Study protocol for a randomised controlled trial assessing the clinical and cost-effectiveness of the Journeying through Dementia (JtD) intervention compared to usual care.

Study protocol for a randomised controlled trial assessing the clinical and cost-effectiveness of the Journeying through Dementia (JtD) intervention compared to usual care.

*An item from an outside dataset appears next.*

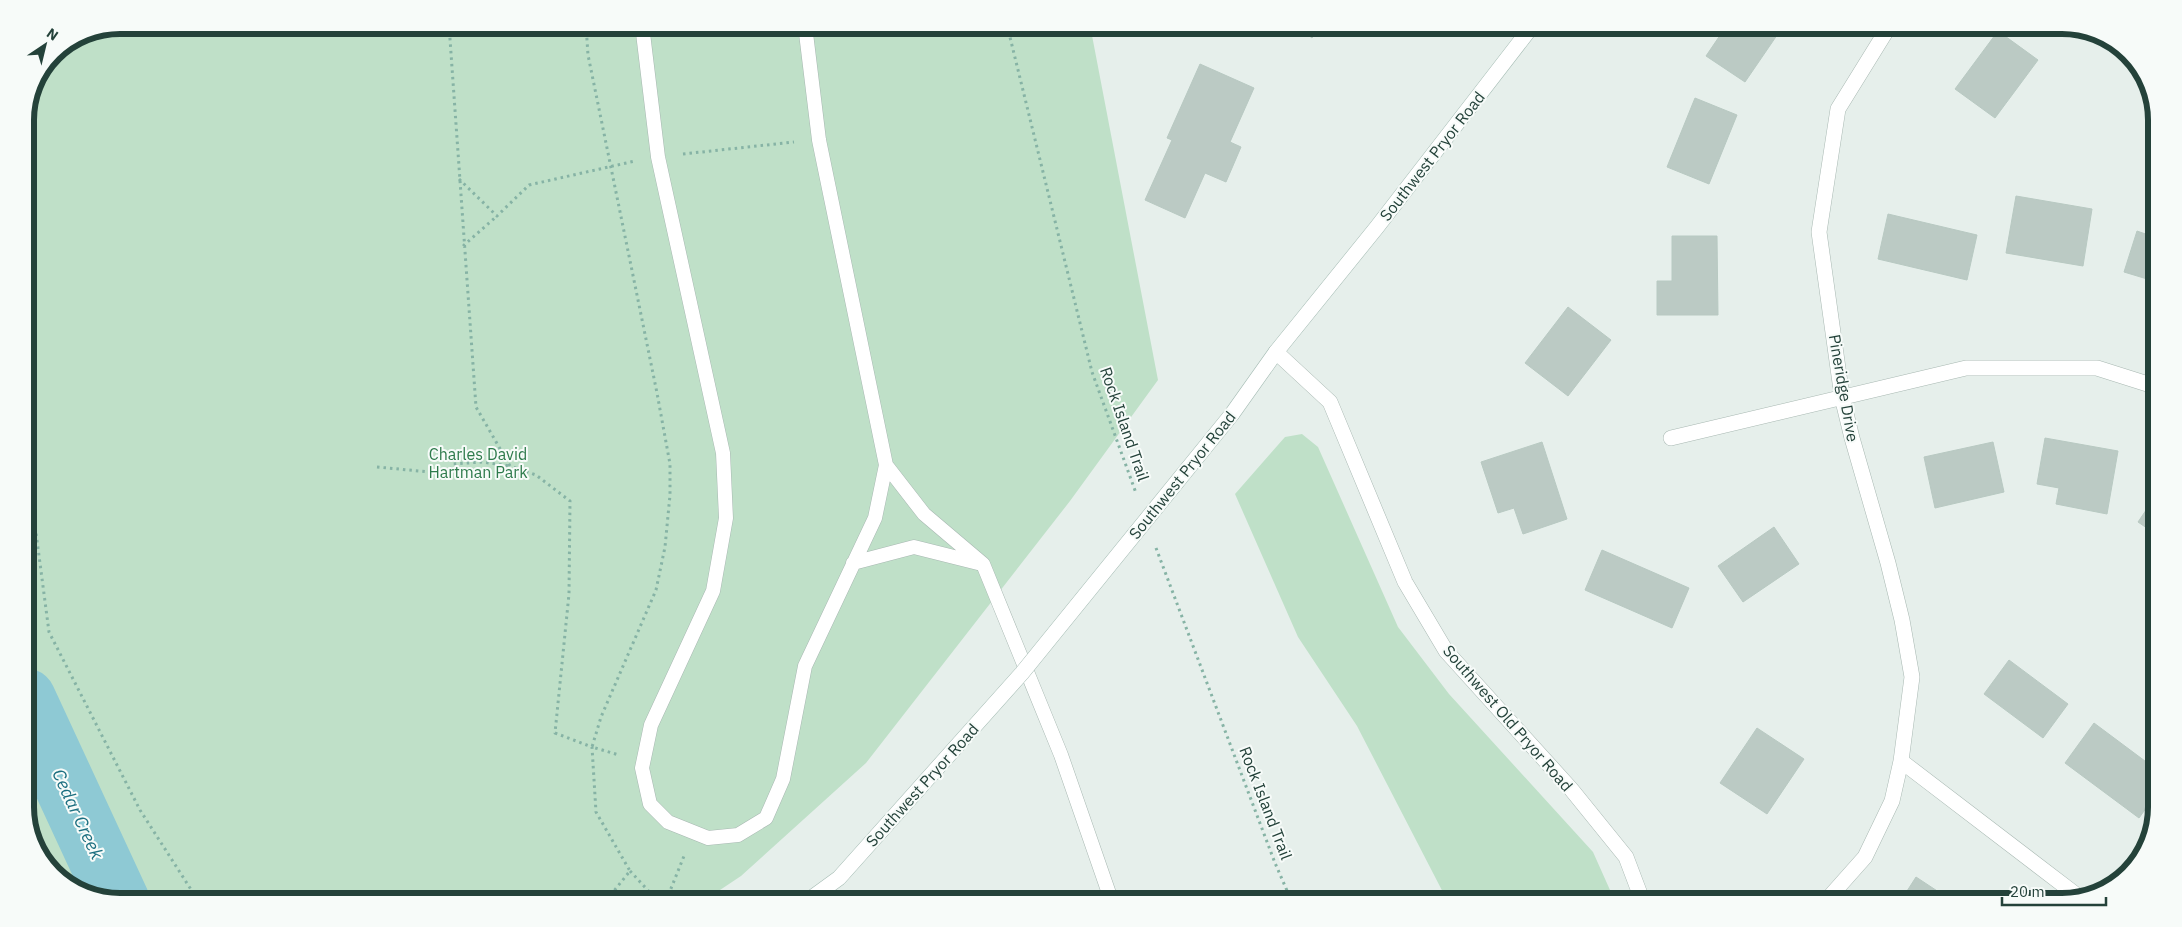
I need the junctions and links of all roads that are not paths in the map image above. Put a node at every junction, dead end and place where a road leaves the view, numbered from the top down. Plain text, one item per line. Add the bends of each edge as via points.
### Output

Wright, Jessica;Foster, Alexis;Cooper, Cindy;Sprange, Kirsty;Walters, Stephen;Berry, Katherine;Moniz-Cook, Esme;Loban, Amanda;Young, Tracey Anne;Craig, Claire;Dening, Tom;Lee, Ellen;Beresford-Dent, Julie;Thompson, Benjamin John;Young, Emma;Thomas, Benjamin David;Mountain, Gail;
BMJ open 2019 Vol. 9 pp. e029207
315
wright2019studybmj

Abstract

Services are being encouraged to provide postdiagnostic treatment to those with dementia but the availability of evidence-based interventions following diagnosis has not kept pace with increase in demand. To address this need, the Journeying through Dementia (JtD) intervention was created. A randomised controlled trial (RCT), based on a pilot study, is in progress.The RCT is a pragmatic, two-arm, parallel group trial designed to test the clinical and cost-effectiveness of JtD compared with usual care. Recruitment will be through NHS services, third sector organisations and Join Dementia Research. The sample size is 486 randomised (243 to usual care and 243 to the intervention usual care). Participants can choose to ask a friend or relative (supporter) to become involved in the study. The primary outcome measure for participants is Dementia-Related Quality of Life (DEMQOL), collected at baseline and at 8 months' postrandomisation. Secondary outcome measures will be collected from participants and supporters at those visits. Participants will also be followed up at 12 months' postrandomisation with a reduced set of measures. A process evaluation will be conducted through qualitative and fidelity substudies. Analyses will compare the two arms of the trial on an intention to treat as allocated basis. The primary analyses will compare the mean DEMQOL scores of the participants at 8 months between the two study arms. A cost-effectiveness analysis will consider the incremental cost per Quality Adjusted Life Years of the intervention compared with usual care. Qualitative and fidelity substudies will be analysed through framework analysis and fidelity assessment tools respectively.REC and HRA approval were obtained. A Data Monitoring and Ethics Committee has been constituted. Dissemination will be via publications, conferences and social media. Intervention materials will be made open access.ISRCTN17993825.